DATA SUPPLIED:
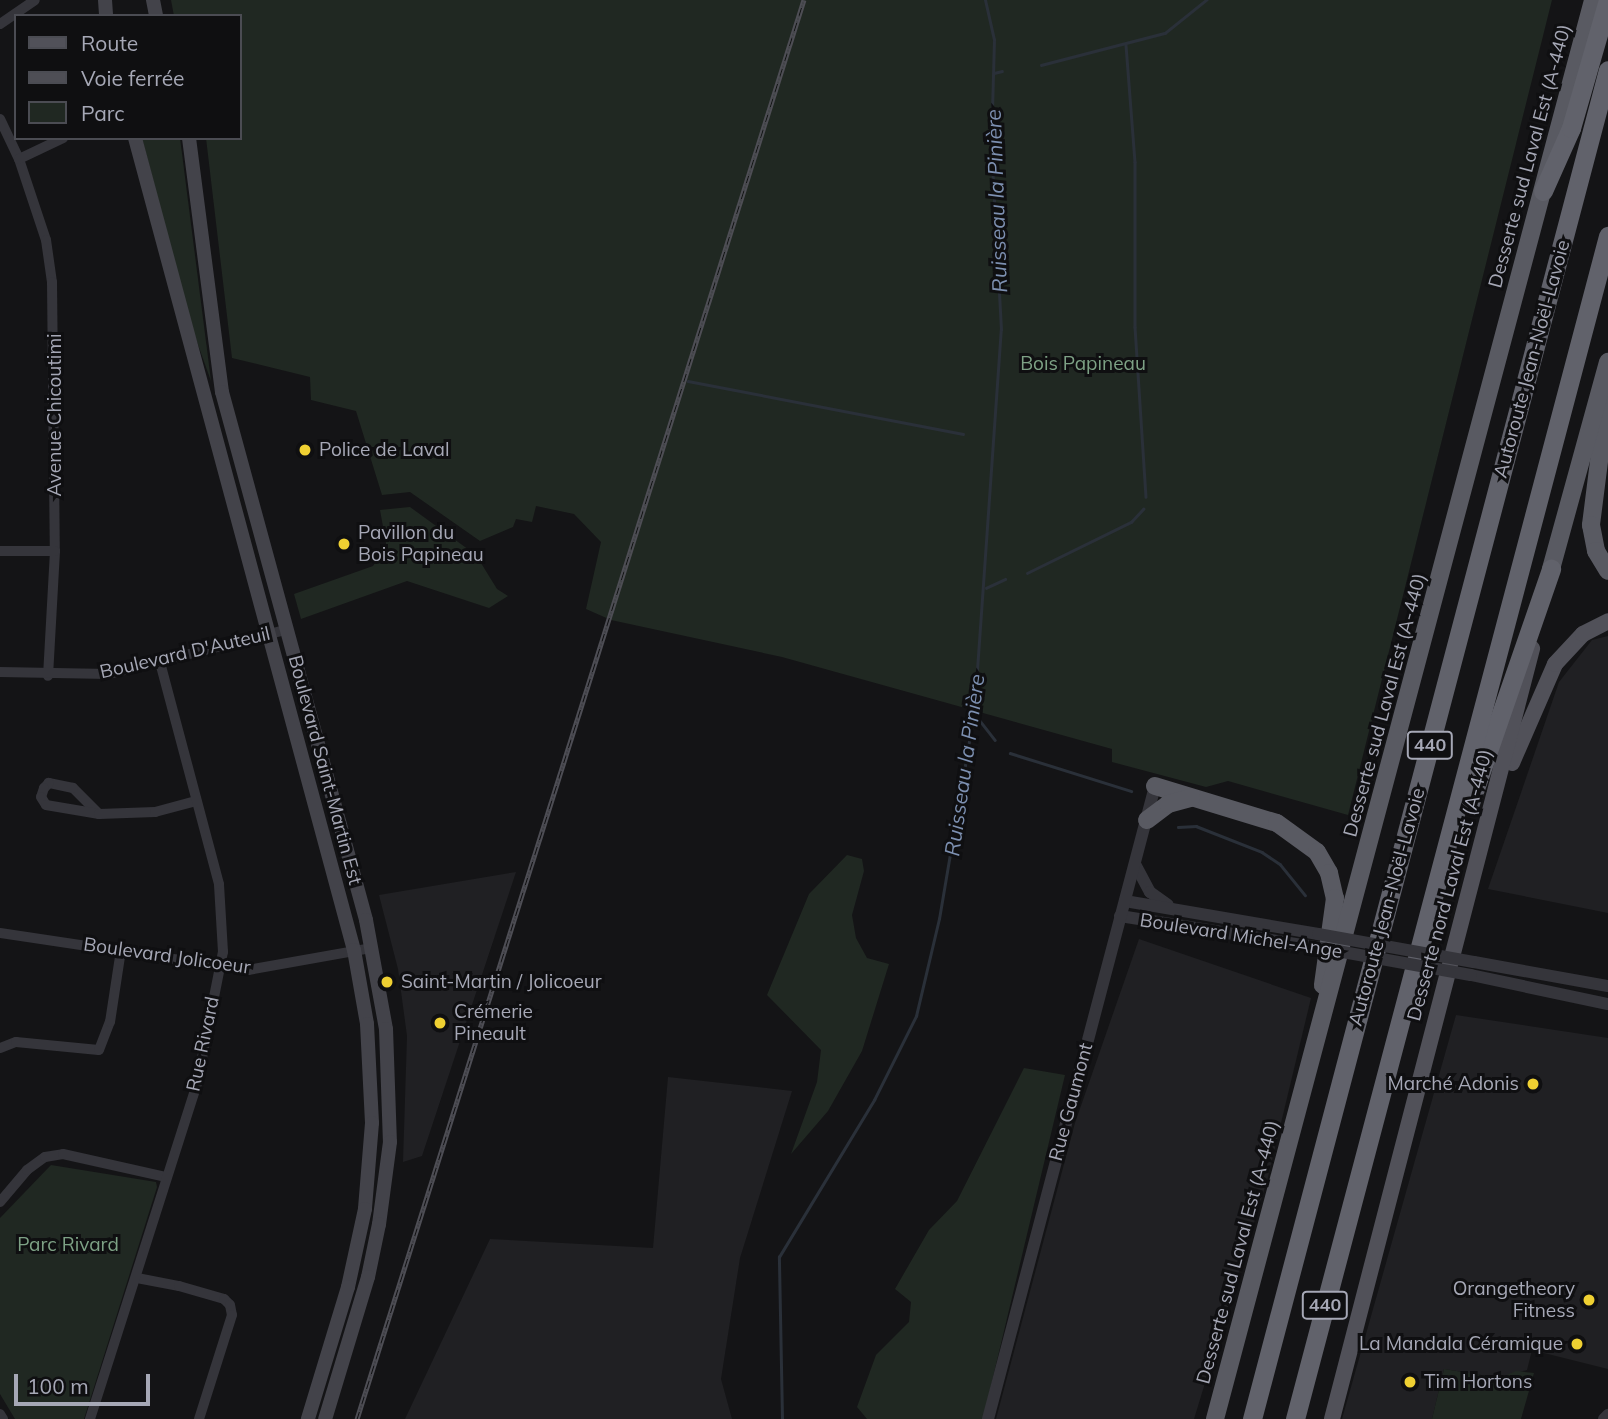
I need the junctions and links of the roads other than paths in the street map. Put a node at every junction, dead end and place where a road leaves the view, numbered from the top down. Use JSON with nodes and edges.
{"nodes":[{"id":1,"x":35,"y":0,"type":"edge"},
{"id":2,"x":1593,"y":0,"type":"edge"},
{"id":3,"x":1608,"y":0,"type":"edge"},
{"id":4,"x":15,"y":14,"type":"edge"},
{"id":5,"x":1608,"y":70,"type":"edge"},
{"id":6,"x":0,"y":120,"type":"edge"},
{"id":7,"x":13,"y":134,"type":"edge"},
{"id":8,"x":14,"y":140,"type":"edge"},
{"id":9,"x":59,"y":140,"type":"edge"},
{"id":10,"x":136,"y":140,"type":"edge"},
{"id":11,"x":189,"y":140,"type":"edge"},
{"id":12,"x":19,"y":159,"type":"junction"},
{"id":13,"x":1543,"y":191,"type":"junction"},
{"id":14,"x":1608,"y":236,"type":"edge"},
{"id":15,"x":1608,"y":362,"type":"edge"},
{"id":16,"x":1608,"y":393,"type":"edge"},
{"id":17,"x":240,"y":461,"type":"junction"},
{"id":18,"x":225,"y":465,"type":"junction"},
{"id":19,"x":261,"y":538,"type":"junction"},
{"id":20,"x":246,"y":550,"type":"junction"},
{"id":21,"x":0,"y":551,"type":"edge"},
{"id":22,"x":55,"y":551,"type":"junction"},
{"id":23,"x":1551,"y":569,"type":"junction"},
{"id":24,"x":1608,"y":572,"type":"edge"},
{"id":25,"x":1608,"y":621,"type":"edge"},
{"id":26,"x":285,"y":630,"type":"junction"},
{"id":27,"x":268,"y":635,"type":"junction"},
{"id":28,"x":160,"y":662,"type":"junction"},
{"id":29,"x":0,"y":672,"type":"edge"},
{"id":30,"x":48,"y":676,"type":"junction"},
{"id":31,"x":1155,"y":786,"type":"joint"},
{"id":32,"x":1194,"y":798,"type":"junction"},
{"id":33,"x":197,"y":801,"type":"junction"},
{"id":34,"x":99,"y":814,"type":"junction"},
{"id":35,"x":1490,"y":817,"type":"junction"},
{"id":36,"x":1147,"y":820,"type":"junction"},
{"id":37,"x":1135,"y":864,"type":"junction"},
{"id":38,"x":1125,"y":901,"type":"junction"},
{"id":39,"x":1168,"y":905,"type":"junction"},
{"id":40,"x":1120,"y":916,"type":"junction"},
{"id":41,"x":1,"y":933,"type":"edge"},
{"id":42,"x":372,"y":948,"type":"junction"},
{"id":43,"x":121,"y":950,"type":"junction"},
{"id":44,"x":354,"y":950,"type":"junction"},
{"id":45,"x":221,"y":967,"type":"junction"},
{"id":46,"x":1472,"y":969,"type":"junction"},
{"id":47,"x":1414,"y":970,"type":"junction"},
{"id":48,"x":1608,"y":986,"type":"edge"},
{"id":49,"x":1608,"y":1004,"type":"edge"},
{"id":50,"x":1319,"y":1025,"type":"junction"},
{"id":51,"x":0,"y":1048,"type":"edge"},
{"id":52,"x":166,"y":1177,"type":"junction"},
{"id":53,"x":0,"y":1202,"type":"edge"},
{"id":54,"x":137,"y":1278,"type":"junction"},
{"id":55,"x":0,"y":1414,"type":"edge"},
{"id":56,"x":1608,"y":1415,"type":"edge"},
{"id":57,"x":3,"y":1419,"type":"edge"},
{"id":58,"x":90,"y":1419,"type":"edge"},
{"id":59,"x":199,"y":1419,"type":"edge"},
{"id":60,"x":308,"y":1419,"type":"edge"},
{"id":61,"x":324,"y":1419,"type":"edge"},
{"id":62,"x":988,"y":1419,"type":"edge"},
{"id":63,"x":1215,"y":1419,"type":"edge"},
{"id":64,"x":1252,"y":1419,"type":"edge"},
{"id":65,"x":1295,"y":1419,"type":"edge"},
{"id":66,"x":1332,"y":1419,"type":"edge"},
{"id":67,"x":1604,"y":1419,"type":"edge"}],
"edges":[{"from":1,"to":4,"type":"street"},
{"from":2,"to":13,"type":"highway","name":"Desserte sud Laval Est (A-440)"},
{"from":3,"to":13,"type":"highway"},
{"from":5,"to":64,"type":"highway","name":"Autoroute Jean-Noël-Lavoie","number":"440"},
{"from":6,"to":7,"type":"street","name":"Avenue Chicoutimi"},
{"from":8,"to":12,"type":"street","name":"Avenue Chicoutimi"},
{"from":9,"to":12,"type":"street"},
{"from":10,"to":18,"type":"main road","name":"Boulevard Saint-Martin Est"},
{"from":11,"to":17,"type":"main road","name":"Boulevard Saint-Martin Est"},
{"from":12,"to":22,"type":"street","name":"Avenue Chicoutimi"},
{"from":13,"to":50,"type":"highway","name":"Desserte sud Laval Est (A-440)"},
{"from":14,"to":47,"type":"highway","number":"440"},
{"from":15,"to":23,"type":"highway","name":"Desserte nord Laval Est (A-440)"},
{"from":16,"to":24,"type":"highway"},
{"from":17,"to":18,"type":"main road"},
{"from":17,"to":19,"type":"main road","name":"Boulevard Saint-Martin Est"},
{"from":18,"to":20,"type":"main road","name":"Boulevard Saint-Martin Est"},
{"from":19,"to":20,"type":"main road"},
{"from":19,"to":26,"type":"main road","name":"Boulevard Saint-Martin Est"},
{"from":20,"to":27,"type":"main road","name":"Boulevard Saint-Martin Est"},
{"from":21,"to":22,"type":"street"},
{"from":22,"to":30,"type":"street","name":"Avenue Chicoutimi"},
{"from":23,"to":35,"type":"main road","name":"Desserte nord Laval Est (A-440)"},
{"from":23,"to":47,"type":"highway"},
{"from":25,"to":35,"type":"main road"},
{"from":26,"to":27,"type":"street","name":"Boulevard D'Auteuil"},
{"from":26,"to":42,"type":"main road","name":"Boulevard Saint-Martin Est"},
{"from":27,"to":28,"type":"street","name":"Boulevard D'Auteuil"},
{"from":27,"to":44,"type":"main road","name":"Boulevard Saint-Martin Est"},
{"from":28,"to":30,"type":"street","name":"Boulevard D'Auteuil"},
{"from":28,"to":33,"type":"street","name":"Rue Rivard"},
{"from":29,"to":30,"type":"street","name":"Boulevard D'Auteuil"},
{"from":31,"to":32,"type":"highway"},
{"from":31,"to":36,"type":"street","name":"Rue Gaumont"},
{"from":32,"to":36,"type":"highway"},
{"from":32,"to":50,"type":"highway"},
{"from":33,"to":34,"type":"street"},
{"from":33,"to":45,"type":"street","name":"Rue Rivard"},
{"from":34,"to":34,"type":"street"},
{"from":35,"to":66,"type":"main road","name":"Desserte nord Laval Est (A-440)"},
{"from":36,"to":37,"type":"street","name":"Rue Gaumont"},
{"from":37,"to":38,"type":"street","name":"Rue Gaumont"},
{"from":37,"to":39,"type":"street"},
{"from":38,"to":39,"type":"street","name":"Boulevard Michel-Ange"},
{"from":38,"to":40,"type":"street","name":"Rue Gaumont"},
{"from":39,"to":46,"type":"street","name":"Boulevard Michel-Ange","bridge":true},
{"from":40,"to":46,"type":"street","name":"Boulevard Michel-Ange","bridge":true},
{"from":40,"to":62,"type":"street","name":"Rue Gaumont"},
{"from":41,"to":43,"type":"street","name":"Boulevard Jolicoeur"},
{"from":42,"to":44,"type":"street","name":"Boulevard Jolicoeur"},
{"from":42,"to":61,"type":"main road","name":"Boulevard Saint-Martin Est"},
{"from":43,"to":45,"type":"street","name":"Boulevard Jolicoeur"},
{"from":43,"to":51,"type":"street"},
{"from":44,"to":45,"type":"street","name":"Boulevard Jolicoeur"},
{"from":44,"to":60,"type":"main road","name":"Boulevard Saint-Martin Est"},
{"from":45,"to":52,"type":"street","name":"Rue Rivard"},
{"from":46,"to":48,"type":"street","name":"Boulevard Michel-Ange"},
{"from":46,"to":49,"type":"street","name":"Boulevard Michel-Ange"},
{"from":47,"to":65,"type":"highway","number":"440"},
{"from":50,"to":63,"type":"highway","name":"Desserte sud Laval Est (A-440)"},
{"from":52,"to":53,"type":"street"},
{"from":52,"to":54,"type":"street","name":"Rue Rivard"},
{"from":54,"to":58,"type":"street","name":"Rue Rivard"},
{"from":54,"to":59,"type":"street"},
{"from":55,"to":57,"type":"street"},
{"from":56,"to":67,"type":"street"}]}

EXERCISE BRIEF: In the entries above, work out how many lines contain the string "Rivard", and give only that number.

WRITTEN RESPONSE: 5